If anyone had a problem with anything that involved the government including running out of basic needs like milk, it was their problem. Drakulic observed a friend who wrote articles about the problems of communism, she was later punished for it. She was shunned by society just for speaking her mind. This novel gives the reader a personal feel of civilians stuck in a communist country. Slavenka Drakulic wrote this book, living in an apparently post communism country of Croatia.
However as she writes communism is still very prevalent “I understand that in the West today ‘the end of communism’ has become a stock phrase, a truism, a common expression supposed to indicate the current state of things in Eastern Europe. It sounds marvelous when you hear it in political speeches or read it in the newspapers. The reality is that communism persists in the way people behave, in the looks on their faces, in the way they think.
Despite the free elections and the celebration of the new democratic governments taking over in Prague, Budapest, and Bucharest, the truth is that the people still go home to small, crowded apartments, drive unreliable cars, worry about their sickly children, do boring jobs” (pg. xvi-xvii) What is interesting is even though the political system which is obviously sub-par was changed, the people, and most government officials do not, making communism a permanent part of Croatia’s political system. Drakulic wrote this novel as someone who knows of a better life. She has visited America and knows that she should be living in a capitalistic society.
What was interesting and sad, was what she saw in America, people disposing of things that she would never throw away, she saw women able to go to the grocery store and buy cosmetic products and inexpensive jeans, she saw them driving nicer cars, and having the ability to take their children to the doctor, this is something Croatia lacked. Reading stories about people not being able to buy simple things like tampons, milk and cosmetic products, simply because there was nowhere to get them, gave a personal in depth look at the horribleness of communism. The obvious question is why cant people change this?
Why can’t the citizens of Croatia speak out and protest? The answer to this question is people cant speak out because the communist run government will quickly strike them down, publicly humiliate them, and turn their opinions void. This is exactly what happened to one of Drakulic’s friends. “ Then she insulted and ridiculed the judicial system by showing that the parliament in the socialist republic of Croatia – as in every one party state – is only a formality. Her article, naive as it seems today, speaking ‘only’ about pinball machines, revealed the functioning and hypocrisy of the communist state.
She mocked it, and she had to be punished for that. ” (P. 4) “… in Tanja’s case it looked as if the editors were explaining to the public the severe ‘error’ that had occurred in the newspaper. But everyone knew that it was their token sackcloth and ashes, a declaration written for the party bosses, not for the public. ” (P. 4) What happened to this journalist is she became a social outcast; nobody would converse with her, or even drink coffee with her. She was still paid as a journalist but none of her articles were published, she essentially was made “invisible” by the government.
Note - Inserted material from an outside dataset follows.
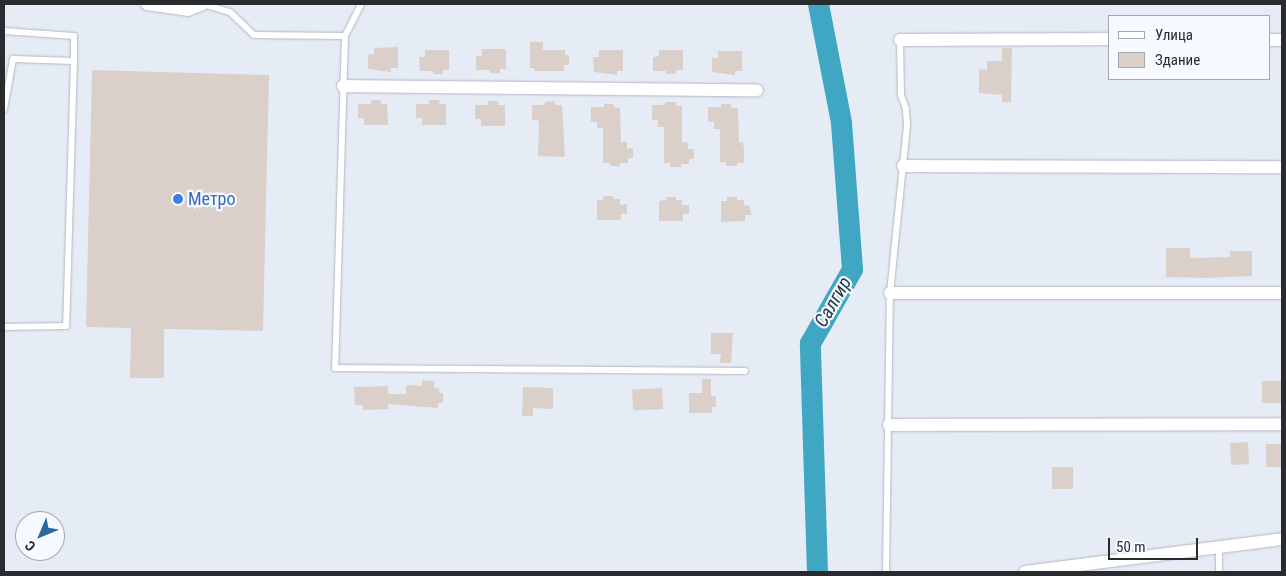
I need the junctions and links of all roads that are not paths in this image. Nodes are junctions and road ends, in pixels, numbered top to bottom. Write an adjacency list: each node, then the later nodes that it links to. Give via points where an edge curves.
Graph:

Tanja later committed suicide. This is only one example of communist oppression, there were many more like her. Reading How We Survived Communism and Even Laughed gave me a very interesting perspective of communism because Slavenka Draculic made this book feel personal. Along with many other things she wrote about the difference between eastern and western culture. She wrote horrific stories of people getting excommunicated just for speaking their point of view. How We Survived Communism and Even Laughed is a book anybody who wants a real view of communist life style should read.